**PROVIDED MATERIAL**.

☆ ☆ ☆ ☆

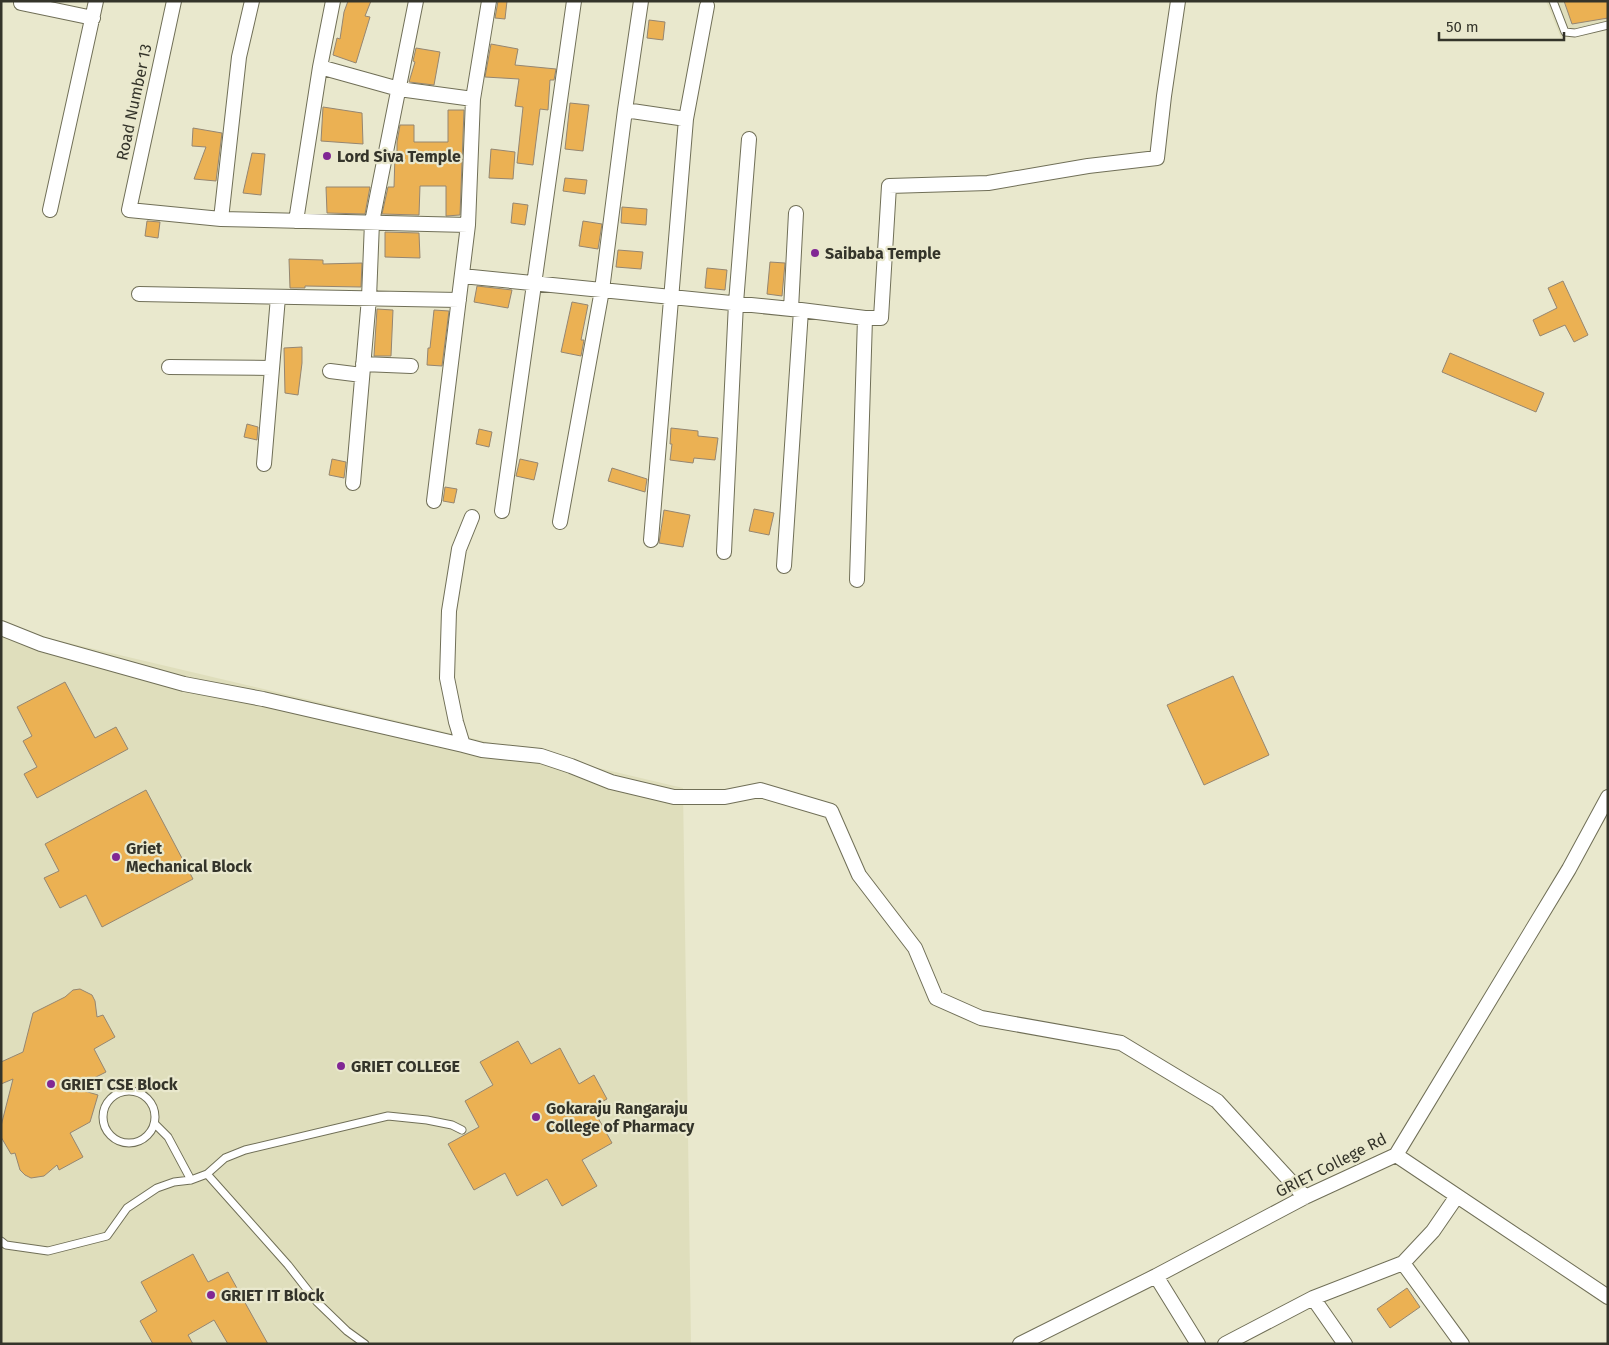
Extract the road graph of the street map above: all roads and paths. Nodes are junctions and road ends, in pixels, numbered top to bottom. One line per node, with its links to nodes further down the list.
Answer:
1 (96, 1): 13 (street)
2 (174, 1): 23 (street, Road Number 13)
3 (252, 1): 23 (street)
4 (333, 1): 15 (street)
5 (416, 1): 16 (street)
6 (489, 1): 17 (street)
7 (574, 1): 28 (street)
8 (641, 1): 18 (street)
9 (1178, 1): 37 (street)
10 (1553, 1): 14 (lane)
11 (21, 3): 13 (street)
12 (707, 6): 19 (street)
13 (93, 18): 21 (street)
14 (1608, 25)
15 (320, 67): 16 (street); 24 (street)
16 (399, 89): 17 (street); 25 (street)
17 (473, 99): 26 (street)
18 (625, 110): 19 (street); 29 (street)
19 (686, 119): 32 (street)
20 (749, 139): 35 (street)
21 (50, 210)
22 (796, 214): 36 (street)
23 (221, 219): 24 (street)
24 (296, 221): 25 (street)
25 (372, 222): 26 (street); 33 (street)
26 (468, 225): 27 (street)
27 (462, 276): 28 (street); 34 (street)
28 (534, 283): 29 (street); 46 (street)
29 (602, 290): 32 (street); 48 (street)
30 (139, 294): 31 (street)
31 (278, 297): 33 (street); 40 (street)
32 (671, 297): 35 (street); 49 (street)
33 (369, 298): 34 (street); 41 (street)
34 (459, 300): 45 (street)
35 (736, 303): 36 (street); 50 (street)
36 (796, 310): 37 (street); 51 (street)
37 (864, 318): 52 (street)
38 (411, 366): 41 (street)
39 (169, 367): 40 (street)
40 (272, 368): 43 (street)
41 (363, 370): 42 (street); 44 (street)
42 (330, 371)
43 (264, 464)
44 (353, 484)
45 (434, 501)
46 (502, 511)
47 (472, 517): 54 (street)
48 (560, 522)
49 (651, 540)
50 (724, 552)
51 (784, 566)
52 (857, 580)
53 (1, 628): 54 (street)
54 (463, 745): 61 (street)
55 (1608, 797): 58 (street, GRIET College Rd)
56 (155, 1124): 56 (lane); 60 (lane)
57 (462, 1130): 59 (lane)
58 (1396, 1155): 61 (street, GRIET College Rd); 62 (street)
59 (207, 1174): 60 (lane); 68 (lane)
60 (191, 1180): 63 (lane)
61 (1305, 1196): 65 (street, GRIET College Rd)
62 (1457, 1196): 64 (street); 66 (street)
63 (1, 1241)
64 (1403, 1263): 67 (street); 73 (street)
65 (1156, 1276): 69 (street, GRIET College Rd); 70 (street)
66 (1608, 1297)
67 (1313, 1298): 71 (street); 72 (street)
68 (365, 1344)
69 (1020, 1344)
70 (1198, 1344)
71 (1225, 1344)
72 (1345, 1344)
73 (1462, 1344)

☆ ☆ ☆ ☆

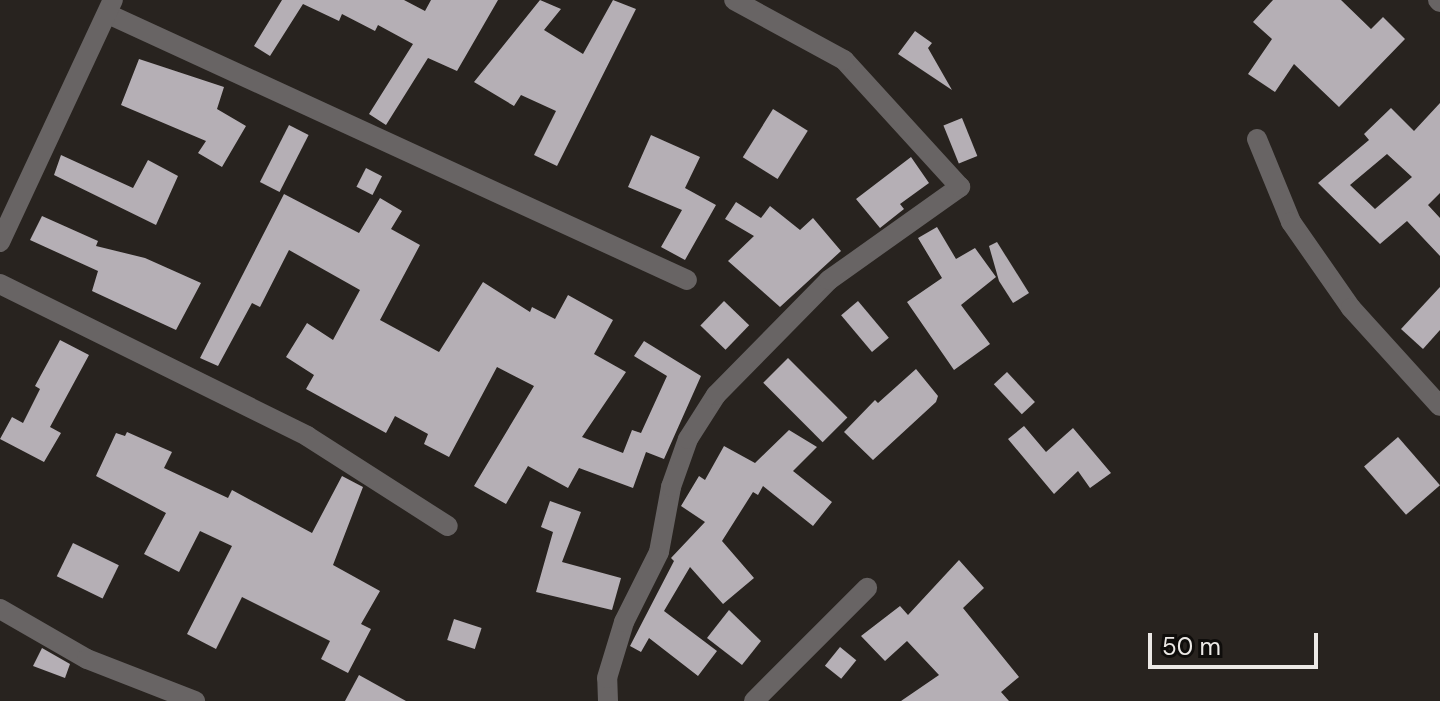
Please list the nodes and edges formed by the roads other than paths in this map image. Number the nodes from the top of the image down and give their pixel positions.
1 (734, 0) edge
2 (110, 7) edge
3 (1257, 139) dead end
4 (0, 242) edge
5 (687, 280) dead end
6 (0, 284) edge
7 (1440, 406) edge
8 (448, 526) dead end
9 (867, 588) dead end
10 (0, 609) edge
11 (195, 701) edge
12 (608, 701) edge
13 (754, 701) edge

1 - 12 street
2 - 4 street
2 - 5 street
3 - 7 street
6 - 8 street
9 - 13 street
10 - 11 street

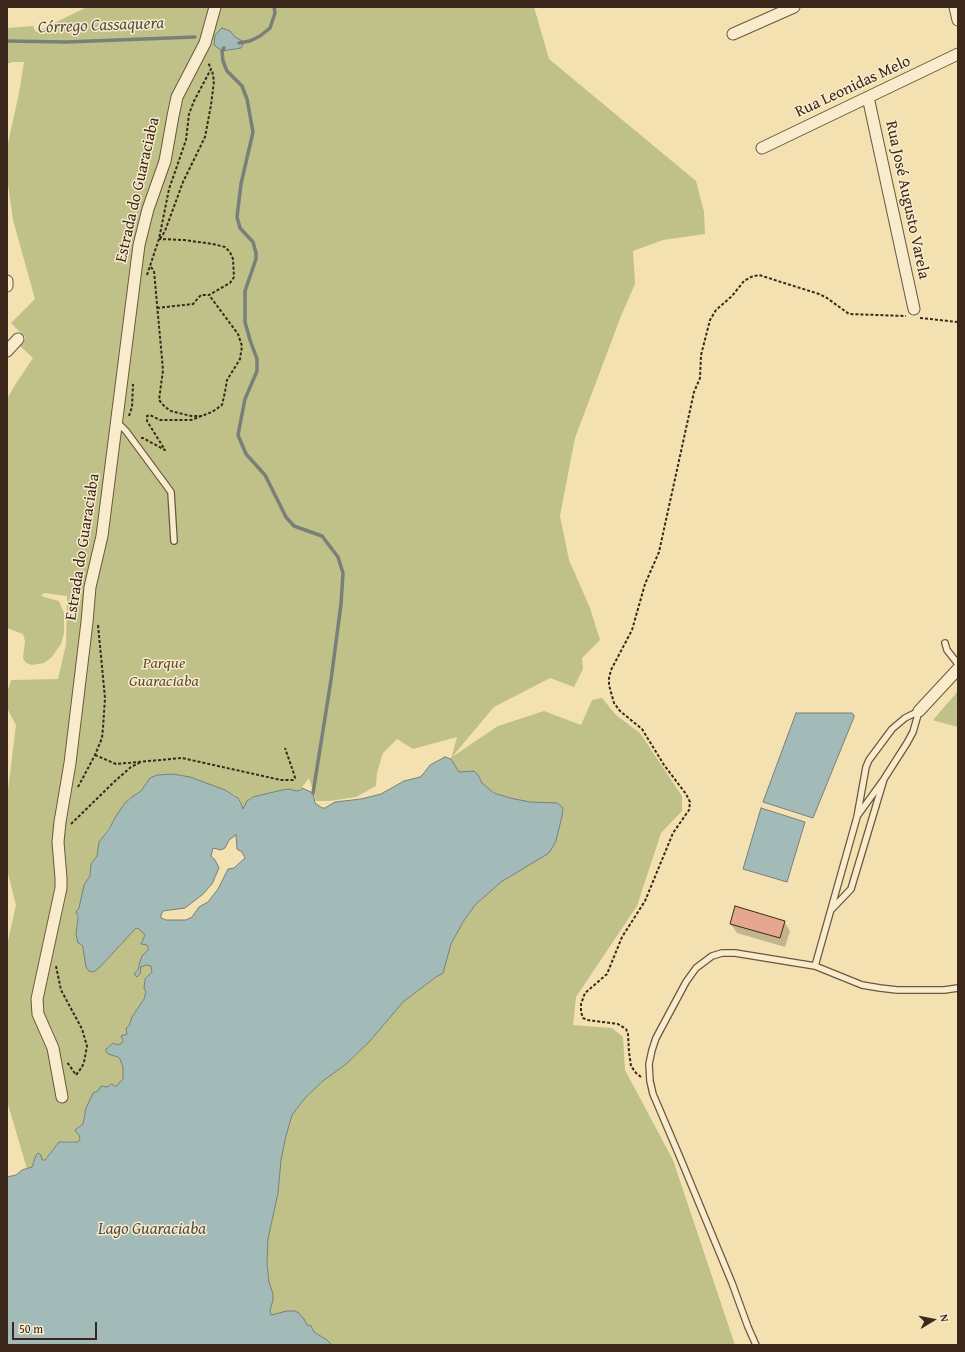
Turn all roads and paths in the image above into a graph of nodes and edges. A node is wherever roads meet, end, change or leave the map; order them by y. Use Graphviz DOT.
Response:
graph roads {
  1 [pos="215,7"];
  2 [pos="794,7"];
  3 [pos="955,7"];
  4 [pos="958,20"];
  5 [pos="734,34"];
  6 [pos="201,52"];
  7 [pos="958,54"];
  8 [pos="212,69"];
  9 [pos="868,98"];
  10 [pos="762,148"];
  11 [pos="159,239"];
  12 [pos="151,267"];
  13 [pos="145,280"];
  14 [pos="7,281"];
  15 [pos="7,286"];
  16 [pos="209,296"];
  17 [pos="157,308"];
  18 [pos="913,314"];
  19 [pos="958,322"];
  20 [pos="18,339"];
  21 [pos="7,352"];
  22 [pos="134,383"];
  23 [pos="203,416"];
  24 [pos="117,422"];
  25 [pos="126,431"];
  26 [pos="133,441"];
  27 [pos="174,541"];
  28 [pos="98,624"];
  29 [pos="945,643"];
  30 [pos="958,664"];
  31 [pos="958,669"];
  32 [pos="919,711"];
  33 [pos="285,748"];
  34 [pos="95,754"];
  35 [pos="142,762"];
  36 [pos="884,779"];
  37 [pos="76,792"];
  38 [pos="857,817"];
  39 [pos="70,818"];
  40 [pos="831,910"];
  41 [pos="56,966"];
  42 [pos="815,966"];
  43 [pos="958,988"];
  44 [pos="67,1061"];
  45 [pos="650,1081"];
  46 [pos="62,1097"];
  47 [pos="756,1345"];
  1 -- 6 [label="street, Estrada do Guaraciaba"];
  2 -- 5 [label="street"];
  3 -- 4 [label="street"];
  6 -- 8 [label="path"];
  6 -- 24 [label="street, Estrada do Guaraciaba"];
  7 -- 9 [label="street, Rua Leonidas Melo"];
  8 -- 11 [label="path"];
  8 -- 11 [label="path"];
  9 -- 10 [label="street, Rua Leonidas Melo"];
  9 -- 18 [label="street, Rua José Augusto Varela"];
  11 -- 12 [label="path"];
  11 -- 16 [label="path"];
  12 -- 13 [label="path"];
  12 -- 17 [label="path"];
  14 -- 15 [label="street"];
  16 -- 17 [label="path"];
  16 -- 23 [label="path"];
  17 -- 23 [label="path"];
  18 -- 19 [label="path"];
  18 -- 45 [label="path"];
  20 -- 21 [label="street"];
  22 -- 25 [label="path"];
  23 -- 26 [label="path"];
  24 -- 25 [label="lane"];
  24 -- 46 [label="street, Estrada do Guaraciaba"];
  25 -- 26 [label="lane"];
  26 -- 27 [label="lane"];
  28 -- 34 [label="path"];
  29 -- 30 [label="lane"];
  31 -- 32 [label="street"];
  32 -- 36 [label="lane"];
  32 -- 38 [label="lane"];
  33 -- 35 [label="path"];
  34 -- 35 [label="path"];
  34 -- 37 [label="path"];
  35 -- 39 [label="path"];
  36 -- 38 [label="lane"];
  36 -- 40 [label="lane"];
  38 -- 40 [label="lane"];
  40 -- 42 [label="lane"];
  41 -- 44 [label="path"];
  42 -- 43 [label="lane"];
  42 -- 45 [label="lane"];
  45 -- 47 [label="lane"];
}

☆ ☆ ☆ ☆

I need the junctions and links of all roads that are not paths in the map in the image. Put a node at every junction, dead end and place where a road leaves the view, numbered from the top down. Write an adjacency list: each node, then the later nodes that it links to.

☆ ☆ ☆ ☆

**YOUR GOAL**. The lines you need are those containing "links"; find them in the records and copy them.

**TASK RESULT**.
Extract the road graph of the street map above: all roads and paths. Nodes are junctions and road ends, in pixels, numbered top to bottom. One line per node, with its links to nodes further down the list.
I need the junctions and links of all roads that are not paths in the map in the image. Put a node at every junction, dead end and place where a road leaves the view, numbered from the top down. Write an adjacency list: each node, then the later nodes that it links to.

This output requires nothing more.